(Stored data)
------------------------------------------------------------------------
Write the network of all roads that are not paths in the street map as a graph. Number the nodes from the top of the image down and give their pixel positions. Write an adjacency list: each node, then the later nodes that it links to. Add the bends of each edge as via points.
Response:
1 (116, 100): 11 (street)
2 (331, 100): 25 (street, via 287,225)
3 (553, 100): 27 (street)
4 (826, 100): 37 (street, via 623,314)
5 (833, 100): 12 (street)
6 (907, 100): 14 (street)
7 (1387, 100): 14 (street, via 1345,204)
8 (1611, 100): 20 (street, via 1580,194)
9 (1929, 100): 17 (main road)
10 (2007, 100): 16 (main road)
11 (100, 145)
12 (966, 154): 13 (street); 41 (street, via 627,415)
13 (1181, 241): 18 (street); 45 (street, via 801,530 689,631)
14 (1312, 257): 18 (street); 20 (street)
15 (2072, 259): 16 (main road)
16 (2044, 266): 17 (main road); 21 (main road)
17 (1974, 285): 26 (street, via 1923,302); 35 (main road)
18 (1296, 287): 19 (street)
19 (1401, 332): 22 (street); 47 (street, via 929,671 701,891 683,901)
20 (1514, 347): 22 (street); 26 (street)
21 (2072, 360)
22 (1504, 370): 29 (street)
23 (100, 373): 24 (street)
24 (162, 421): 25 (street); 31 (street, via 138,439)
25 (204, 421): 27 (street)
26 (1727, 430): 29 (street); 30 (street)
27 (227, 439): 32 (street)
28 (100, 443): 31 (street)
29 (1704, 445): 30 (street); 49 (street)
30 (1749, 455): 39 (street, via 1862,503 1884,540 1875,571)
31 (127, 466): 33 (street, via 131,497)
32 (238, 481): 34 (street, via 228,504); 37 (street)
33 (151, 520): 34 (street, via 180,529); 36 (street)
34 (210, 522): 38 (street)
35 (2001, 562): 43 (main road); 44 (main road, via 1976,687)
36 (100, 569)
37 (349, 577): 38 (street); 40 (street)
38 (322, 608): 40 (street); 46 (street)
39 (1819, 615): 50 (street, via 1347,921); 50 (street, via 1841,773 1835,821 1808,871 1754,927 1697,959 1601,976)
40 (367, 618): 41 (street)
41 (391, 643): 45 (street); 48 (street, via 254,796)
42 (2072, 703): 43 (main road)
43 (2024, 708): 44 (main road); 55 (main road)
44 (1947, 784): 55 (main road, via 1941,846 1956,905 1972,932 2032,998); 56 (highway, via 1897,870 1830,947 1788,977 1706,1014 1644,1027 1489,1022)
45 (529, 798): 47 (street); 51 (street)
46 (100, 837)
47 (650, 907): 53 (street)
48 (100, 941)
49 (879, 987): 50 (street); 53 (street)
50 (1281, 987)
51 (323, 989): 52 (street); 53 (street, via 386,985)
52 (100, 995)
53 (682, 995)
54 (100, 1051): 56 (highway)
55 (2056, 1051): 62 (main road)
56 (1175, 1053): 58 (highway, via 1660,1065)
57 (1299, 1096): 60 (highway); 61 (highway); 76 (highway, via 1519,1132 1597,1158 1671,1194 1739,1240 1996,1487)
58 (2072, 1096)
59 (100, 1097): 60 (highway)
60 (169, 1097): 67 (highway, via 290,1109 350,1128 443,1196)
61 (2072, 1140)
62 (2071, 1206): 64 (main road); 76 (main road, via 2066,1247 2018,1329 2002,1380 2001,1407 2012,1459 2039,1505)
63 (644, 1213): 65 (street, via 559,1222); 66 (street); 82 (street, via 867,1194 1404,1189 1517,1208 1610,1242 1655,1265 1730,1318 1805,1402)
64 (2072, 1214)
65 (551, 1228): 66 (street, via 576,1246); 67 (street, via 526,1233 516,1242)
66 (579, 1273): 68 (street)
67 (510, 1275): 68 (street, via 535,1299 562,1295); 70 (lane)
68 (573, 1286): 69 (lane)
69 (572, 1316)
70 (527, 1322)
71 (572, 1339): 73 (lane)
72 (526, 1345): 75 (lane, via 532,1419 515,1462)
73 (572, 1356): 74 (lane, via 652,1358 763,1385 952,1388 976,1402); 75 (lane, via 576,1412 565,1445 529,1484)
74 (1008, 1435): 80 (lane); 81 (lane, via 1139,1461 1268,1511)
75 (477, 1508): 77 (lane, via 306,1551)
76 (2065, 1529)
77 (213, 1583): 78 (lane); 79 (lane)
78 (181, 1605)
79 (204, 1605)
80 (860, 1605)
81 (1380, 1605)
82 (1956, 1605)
------------------------------------------------------------------------
» PROBLEM TO SOLVE
For each line of the entries that includes "highway", show that line.

» SOLUTION TO THE PROBLEM
44 (1947, 784): 55 (main road, via 1941,846 1956,905 1972,932 2032,998); 56 (highway, via 1897,870 1830,947 1788,977 1706,1014 1644,1027 1489,1022)
54 (100, 1051): 56 (highway)
56 (1175, 1053): 58 (highway, via 1660,1065)
57 (1299, 1096): 60 (highway); 61 (highway); 76 (highway, via 1519,1132 1597,1158 1671,1194 1739,1240 1996,1487)
59 (100, 1097): 60 (highway)
60 (169, 1097): 67 (highway, via 290,1109 350,1128 443,1196)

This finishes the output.